Louanne, played by Elizabeth Allen, jokingly asks Kimble whether he's one of the Rover Boys, an allusion to a series of juvenile books written by Edward Stratemeyer under the pseudonym Arthur M. Winfield. Edward Stratemeyer is perhaps better known as the author of another juvenile series: The Hardy Boys.
They don't appear in any scenes together here, but David Janssen and Lana Wood, who plays the tennis partner flirting with Lee Bowman's character, would co-star a few years later in the pilot for the short-lived TV series O'Hara, U.S. Treasury (1971).
Although Phyllis Thaxter and Lee Bowman both got their start in acting more than 20 years prior, appearing throughout that time in multiple A-level movies, this is the one and only time they appear in the same production.

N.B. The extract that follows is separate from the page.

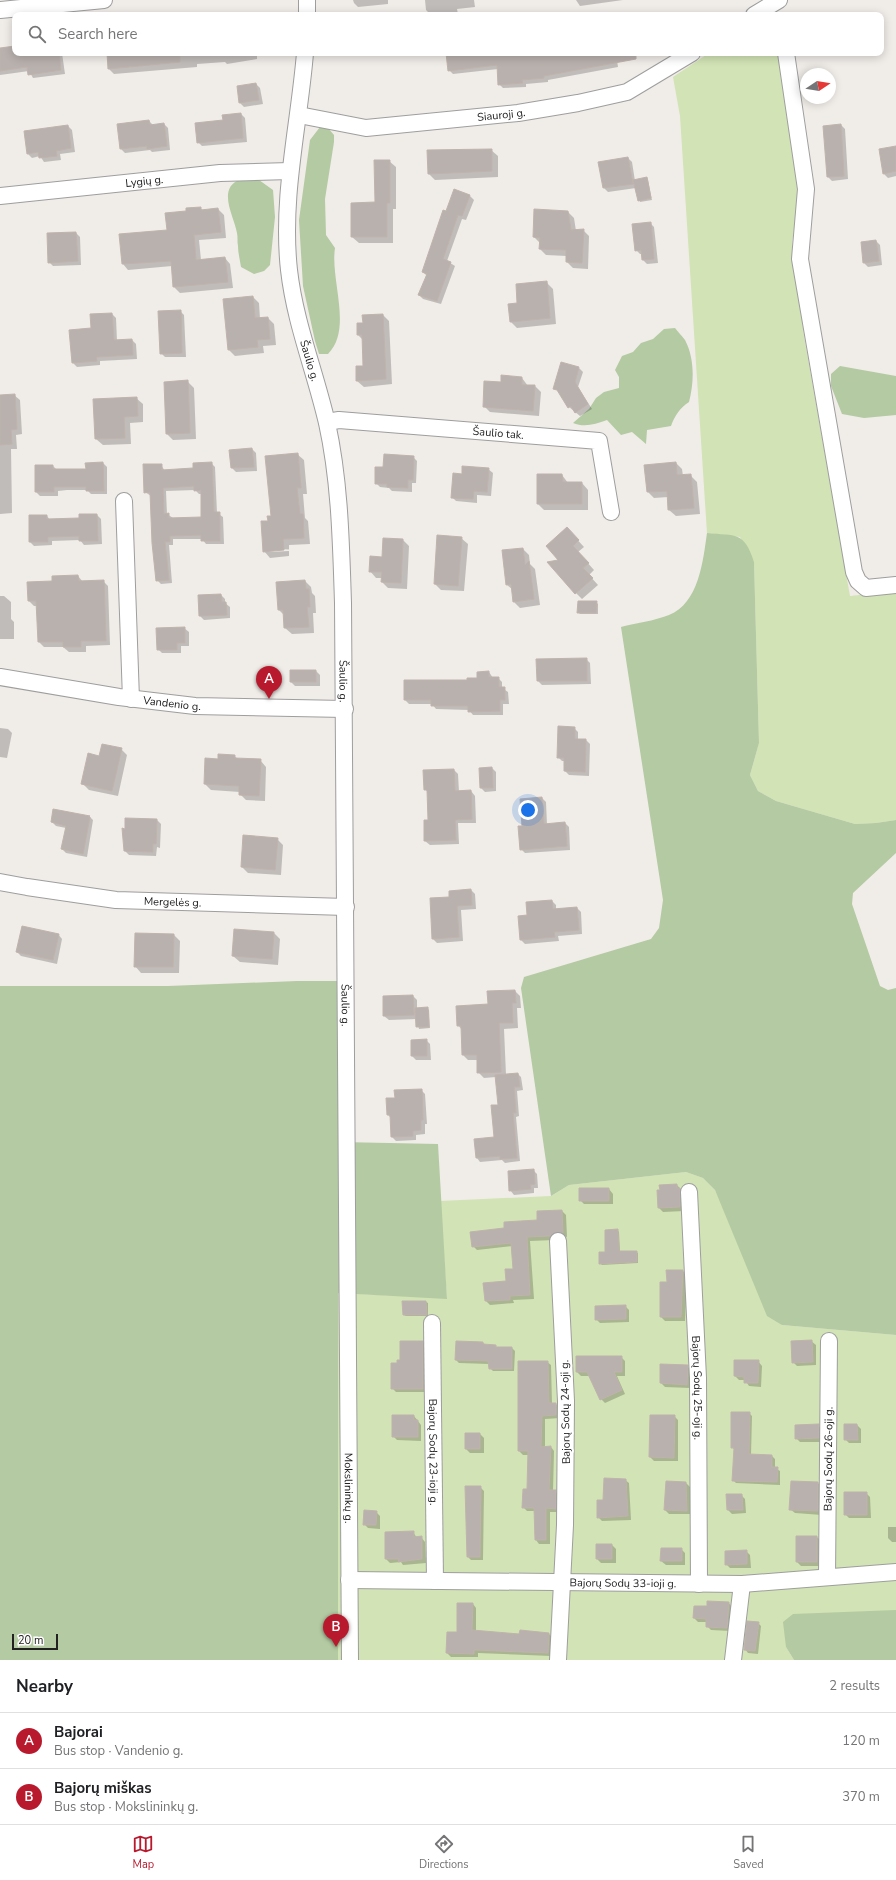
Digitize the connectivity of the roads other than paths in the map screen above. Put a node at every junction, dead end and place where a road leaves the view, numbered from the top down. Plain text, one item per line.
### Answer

This is the second of three appearances Elizabeth Allen makes in the series: the first being Terror at High Point (1963) and the third The Evil Men Do (1966).
When the young hipster gets on the bus near the end of Act IV, he says to Kimble, "Ah, Kemo Sabe, Tonto got message," mimicking Jay Silverheels's character in the 1950s TV show The Lone Ranger (1949). The actor Jay Silverheels played the character Tonto, while Clayton Moore was the title character in this very popular show.